Propagating is rather easy for daylilies. "They're so hearty, you can't hardly kill them" Goode said. He pointed to a plant: "you could dig that plant up, leave it laying there, and there could be no rain. If you came back 10 days later and put it in water it would survive."

One time, Goode planted seeds, yet he prefers propagation. "I'll never do that (plant seeds) again," he said. "It was too much trouble."

But he no longer needs the flowers to reproduce. Right now, Goode is trying to thin out his daylilies. "It's really hard to take care of that many," he said.

"I've got so many and no one to take care of them." Goode said. Two of his grandsons, Derick Warren and Thomas Warren, help him to earn some extra money.

The flowers are available for sale for $5 a clump. "It's a pretty good sized clump," Goode remarked.

Some hostas are also in Goode's flower patch and available for sale.

Of course, Goode is saving several plants for himself as well, in a smaller patch. "I'm trying to keep one of each variety and especially the prettiest ones," he said.

Goode notes several benefits of the flowers, in addition to their heartiness and ease of multiplying.

After the initial plant is purchased, there aren't any other major costs. "The biggest investment is time," Goode said. "Just time."

Of course, most flower patches of daylilies don't require a major time commitment. But with one as large as his, there are constant improvements, such as weeding. "The only things that outgrow them (daylilies) are weeds and grass," he laughed.

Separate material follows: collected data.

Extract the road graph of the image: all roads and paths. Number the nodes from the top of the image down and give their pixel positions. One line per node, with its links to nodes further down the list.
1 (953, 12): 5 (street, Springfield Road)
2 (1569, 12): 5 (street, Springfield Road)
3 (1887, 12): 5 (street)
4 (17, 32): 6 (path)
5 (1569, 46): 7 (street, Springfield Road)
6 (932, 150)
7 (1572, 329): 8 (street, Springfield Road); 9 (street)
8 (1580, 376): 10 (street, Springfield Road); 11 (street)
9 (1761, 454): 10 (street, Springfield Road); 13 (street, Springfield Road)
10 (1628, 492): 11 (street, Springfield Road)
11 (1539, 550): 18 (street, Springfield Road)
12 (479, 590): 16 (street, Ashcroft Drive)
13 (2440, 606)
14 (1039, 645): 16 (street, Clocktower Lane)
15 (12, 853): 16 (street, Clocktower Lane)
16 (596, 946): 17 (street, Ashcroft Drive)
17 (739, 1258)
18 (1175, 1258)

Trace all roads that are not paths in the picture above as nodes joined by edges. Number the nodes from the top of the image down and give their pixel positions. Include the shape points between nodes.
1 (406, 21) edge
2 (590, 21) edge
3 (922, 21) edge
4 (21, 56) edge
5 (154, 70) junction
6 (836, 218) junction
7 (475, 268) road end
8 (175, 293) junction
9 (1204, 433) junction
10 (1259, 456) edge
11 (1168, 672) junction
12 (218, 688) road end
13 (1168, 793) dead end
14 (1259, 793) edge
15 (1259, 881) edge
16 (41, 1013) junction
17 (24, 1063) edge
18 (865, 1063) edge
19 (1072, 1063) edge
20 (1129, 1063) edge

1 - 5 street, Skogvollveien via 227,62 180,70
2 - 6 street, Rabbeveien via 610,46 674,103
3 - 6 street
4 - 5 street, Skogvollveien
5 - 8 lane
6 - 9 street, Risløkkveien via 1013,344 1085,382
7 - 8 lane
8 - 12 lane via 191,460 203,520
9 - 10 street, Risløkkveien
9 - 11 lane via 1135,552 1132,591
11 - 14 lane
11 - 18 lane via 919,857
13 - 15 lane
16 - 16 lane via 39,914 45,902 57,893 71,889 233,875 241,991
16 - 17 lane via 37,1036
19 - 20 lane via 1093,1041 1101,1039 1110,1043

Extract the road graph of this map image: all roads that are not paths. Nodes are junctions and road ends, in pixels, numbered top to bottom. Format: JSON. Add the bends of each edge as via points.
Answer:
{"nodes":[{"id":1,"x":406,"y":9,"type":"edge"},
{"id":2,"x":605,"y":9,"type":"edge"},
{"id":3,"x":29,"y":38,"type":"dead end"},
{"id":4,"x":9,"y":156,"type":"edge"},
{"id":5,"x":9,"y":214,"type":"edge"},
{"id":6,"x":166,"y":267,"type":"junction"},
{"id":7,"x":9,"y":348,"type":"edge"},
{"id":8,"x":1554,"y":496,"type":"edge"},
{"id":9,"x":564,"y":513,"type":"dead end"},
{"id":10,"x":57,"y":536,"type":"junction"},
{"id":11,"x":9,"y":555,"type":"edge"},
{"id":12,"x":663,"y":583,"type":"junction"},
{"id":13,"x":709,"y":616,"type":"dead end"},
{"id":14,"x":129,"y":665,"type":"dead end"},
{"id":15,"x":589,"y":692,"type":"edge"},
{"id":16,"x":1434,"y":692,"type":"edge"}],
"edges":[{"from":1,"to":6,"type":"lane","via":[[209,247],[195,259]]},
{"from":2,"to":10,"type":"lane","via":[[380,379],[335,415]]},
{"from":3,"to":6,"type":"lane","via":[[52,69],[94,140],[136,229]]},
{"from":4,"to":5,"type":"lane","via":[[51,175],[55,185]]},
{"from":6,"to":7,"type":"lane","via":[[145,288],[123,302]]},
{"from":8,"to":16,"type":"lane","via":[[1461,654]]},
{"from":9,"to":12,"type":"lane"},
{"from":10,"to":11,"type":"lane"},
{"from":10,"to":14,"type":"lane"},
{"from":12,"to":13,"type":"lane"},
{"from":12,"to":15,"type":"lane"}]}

Daylilies also adapt easily. "They will grow anywhere," he said. However, he added that as in most situations, the better the soil, the better the plant will grow. Goode explained that daylilies do not require large amounts of water. "They're not that much trouble to take care of," he said.

He said growing daylilies is a delightful experience for him. "They're a wonderful plant if you like flowers."